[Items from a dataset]
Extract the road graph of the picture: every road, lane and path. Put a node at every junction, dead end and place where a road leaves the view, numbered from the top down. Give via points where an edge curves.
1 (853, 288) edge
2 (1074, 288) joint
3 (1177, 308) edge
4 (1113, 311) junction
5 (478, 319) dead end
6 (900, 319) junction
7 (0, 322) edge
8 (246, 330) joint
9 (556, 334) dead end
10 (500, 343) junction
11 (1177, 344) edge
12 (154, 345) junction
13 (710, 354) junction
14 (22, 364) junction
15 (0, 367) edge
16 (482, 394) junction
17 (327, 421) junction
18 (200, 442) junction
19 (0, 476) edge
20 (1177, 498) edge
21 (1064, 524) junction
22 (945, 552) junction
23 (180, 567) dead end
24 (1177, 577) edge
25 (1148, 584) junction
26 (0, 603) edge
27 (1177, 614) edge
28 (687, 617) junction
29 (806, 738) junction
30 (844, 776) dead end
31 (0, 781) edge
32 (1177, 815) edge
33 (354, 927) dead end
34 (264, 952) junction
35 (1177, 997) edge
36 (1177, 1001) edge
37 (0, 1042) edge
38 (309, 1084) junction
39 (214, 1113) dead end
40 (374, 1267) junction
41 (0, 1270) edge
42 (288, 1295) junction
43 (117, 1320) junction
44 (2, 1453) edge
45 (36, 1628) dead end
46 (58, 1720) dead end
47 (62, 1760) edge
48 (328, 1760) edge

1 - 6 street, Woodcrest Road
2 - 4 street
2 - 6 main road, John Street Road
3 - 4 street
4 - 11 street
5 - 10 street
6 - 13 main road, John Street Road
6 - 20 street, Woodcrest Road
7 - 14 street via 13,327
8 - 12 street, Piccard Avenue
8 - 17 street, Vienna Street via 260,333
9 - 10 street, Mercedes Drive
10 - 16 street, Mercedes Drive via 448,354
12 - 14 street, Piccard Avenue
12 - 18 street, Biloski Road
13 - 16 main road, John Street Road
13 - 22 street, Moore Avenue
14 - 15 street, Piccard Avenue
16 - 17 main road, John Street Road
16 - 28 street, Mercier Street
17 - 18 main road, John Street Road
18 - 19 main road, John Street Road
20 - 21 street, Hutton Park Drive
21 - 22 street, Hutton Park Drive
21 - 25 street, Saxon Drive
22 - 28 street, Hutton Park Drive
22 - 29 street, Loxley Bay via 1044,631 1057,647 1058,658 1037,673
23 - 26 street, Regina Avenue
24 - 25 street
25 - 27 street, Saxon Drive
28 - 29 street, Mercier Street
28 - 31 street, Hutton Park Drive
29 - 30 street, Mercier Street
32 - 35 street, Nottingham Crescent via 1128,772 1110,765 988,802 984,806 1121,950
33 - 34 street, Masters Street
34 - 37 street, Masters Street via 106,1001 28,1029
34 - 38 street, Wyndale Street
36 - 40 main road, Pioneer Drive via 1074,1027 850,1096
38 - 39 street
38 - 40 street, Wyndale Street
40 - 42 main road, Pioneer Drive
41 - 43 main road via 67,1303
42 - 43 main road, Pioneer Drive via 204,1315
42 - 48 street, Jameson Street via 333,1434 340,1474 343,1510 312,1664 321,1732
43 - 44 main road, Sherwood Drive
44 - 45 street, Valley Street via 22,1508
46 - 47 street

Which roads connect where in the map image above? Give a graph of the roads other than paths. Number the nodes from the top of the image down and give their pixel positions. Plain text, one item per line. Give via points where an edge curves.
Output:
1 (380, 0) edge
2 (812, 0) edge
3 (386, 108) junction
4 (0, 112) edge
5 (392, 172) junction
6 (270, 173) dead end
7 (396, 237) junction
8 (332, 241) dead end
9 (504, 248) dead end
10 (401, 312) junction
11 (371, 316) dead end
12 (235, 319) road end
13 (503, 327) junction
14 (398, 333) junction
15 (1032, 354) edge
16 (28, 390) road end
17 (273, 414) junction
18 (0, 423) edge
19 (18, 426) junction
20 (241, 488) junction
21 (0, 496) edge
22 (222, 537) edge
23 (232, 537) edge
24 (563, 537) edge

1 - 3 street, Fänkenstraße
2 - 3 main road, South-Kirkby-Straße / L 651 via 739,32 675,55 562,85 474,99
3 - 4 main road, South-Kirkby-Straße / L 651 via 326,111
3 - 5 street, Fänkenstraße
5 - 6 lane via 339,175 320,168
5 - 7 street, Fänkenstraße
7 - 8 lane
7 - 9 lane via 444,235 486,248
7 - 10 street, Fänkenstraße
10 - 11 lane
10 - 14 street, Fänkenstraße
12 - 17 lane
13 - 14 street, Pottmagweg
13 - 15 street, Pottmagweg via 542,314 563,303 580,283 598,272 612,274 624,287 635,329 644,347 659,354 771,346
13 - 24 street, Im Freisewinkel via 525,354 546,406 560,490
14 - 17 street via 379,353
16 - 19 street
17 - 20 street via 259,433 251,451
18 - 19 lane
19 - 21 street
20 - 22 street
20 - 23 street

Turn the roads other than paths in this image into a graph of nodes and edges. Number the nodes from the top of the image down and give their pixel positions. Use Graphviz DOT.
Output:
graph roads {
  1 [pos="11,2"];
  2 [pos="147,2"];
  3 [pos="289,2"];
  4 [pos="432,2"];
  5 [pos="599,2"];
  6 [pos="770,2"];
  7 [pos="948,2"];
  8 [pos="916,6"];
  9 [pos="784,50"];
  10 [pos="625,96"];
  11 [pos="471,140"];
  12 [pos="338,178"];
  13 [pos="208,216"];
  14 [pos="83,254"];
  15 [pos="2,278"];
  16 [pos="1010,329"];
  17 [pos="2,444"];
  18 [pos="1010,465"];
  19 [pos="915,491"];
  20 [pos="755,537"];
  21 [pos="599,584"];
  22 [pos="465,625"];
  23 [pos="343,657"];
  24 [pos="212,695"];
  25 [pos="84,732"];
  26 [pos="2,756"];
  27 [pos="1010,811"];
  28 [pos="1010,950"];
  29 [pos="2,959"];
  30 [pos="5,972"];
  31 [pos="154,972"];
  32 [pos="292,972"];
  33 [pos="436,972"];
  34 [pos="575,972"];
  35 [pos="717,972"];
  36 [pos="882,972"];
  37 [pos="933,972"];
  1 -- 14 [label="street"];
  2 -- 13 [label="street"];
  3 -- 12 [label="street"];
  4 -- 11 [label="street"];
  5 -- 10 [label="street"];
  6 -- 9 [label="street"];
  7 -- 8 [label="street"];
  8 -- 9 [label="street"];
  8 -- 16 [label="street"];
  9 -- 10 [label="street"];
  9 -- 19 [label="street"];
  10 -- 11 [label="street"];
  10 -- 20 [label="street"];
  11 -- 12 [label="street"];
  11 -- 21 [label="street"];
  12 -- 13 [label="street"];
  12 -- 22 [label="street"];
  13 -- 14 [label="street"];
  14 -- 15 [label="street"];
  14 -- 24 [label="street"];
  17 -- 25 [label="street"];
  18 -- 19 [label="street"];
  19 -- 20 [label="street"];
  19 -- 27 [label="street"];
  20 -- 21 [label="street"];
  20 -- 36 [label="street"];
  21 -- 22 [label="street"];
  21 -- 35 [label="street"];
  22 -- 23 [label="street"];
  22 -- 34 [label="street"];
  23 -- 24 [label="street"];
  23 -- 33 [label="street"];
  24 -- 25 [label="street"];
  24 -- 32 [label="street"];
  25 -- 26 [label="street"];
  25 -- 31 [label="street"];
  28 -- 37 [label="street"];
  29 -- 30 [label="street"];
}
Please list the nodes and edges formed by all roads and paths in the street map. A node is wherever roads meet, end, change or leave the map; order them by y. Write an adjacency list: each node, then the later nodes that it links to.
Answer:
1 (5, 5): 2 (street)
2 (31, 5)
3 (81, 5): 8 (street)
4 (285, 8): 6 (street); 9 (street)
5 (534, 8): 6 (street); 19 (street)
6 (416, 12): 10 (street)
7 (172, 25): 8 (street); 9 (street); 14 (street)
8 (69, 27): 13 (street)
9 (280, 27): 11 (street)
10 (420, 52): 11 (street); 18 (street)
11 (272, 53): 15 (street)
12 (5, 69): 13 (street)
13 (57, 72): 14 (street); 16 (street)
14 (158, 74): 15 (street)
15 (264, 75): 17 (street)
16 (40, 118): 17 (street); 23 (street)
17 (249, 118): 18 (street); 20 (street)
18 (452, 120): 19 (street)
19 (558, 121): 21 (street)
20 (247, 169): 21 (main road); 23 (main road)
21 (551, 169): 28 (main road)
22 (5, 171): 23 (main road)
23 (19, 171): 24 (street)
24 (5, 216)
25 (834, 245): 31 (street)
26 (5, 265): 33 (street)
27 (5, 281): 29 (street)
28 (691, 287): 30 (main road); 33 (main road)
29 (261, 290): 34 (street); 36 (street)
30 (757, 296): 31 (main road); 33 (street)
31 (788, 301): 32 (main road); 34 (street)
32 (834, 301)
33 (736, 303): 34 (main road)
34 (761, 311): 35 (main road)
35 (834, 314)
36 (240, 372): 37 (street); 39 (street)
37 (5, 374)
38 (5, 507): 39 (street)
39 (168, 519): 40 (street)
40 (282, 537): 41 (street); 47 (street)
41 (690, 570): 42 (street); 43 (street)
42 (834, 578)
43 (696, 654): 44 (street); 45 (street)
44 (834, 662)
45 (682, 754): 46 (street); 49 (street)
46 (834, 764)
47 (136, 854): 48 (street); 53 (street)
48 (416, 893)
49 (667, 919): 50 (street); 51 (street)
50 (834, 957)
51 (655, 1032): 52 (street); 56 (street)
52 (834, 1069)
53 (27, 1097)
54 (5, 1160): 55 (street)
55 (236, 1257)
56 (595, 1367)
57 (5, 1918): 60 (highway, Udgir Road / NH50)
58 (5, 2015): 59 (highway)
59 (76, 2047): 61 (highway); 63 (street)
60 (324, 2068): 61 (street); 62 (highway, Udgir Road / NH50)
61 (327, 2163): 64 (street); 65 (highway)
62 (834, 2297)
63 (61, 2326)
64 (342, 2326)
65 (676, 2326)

### What you will do
Which lines of the records hold the string "Hutton"? Copy each one.

### Answer to this problem
20 - 21 street, Hutton Park Drive
21 - 22 street, Hutton Park Drive
22 - 28 street, Hutton Park Drive
28 - 31 street, Hutton Park Drive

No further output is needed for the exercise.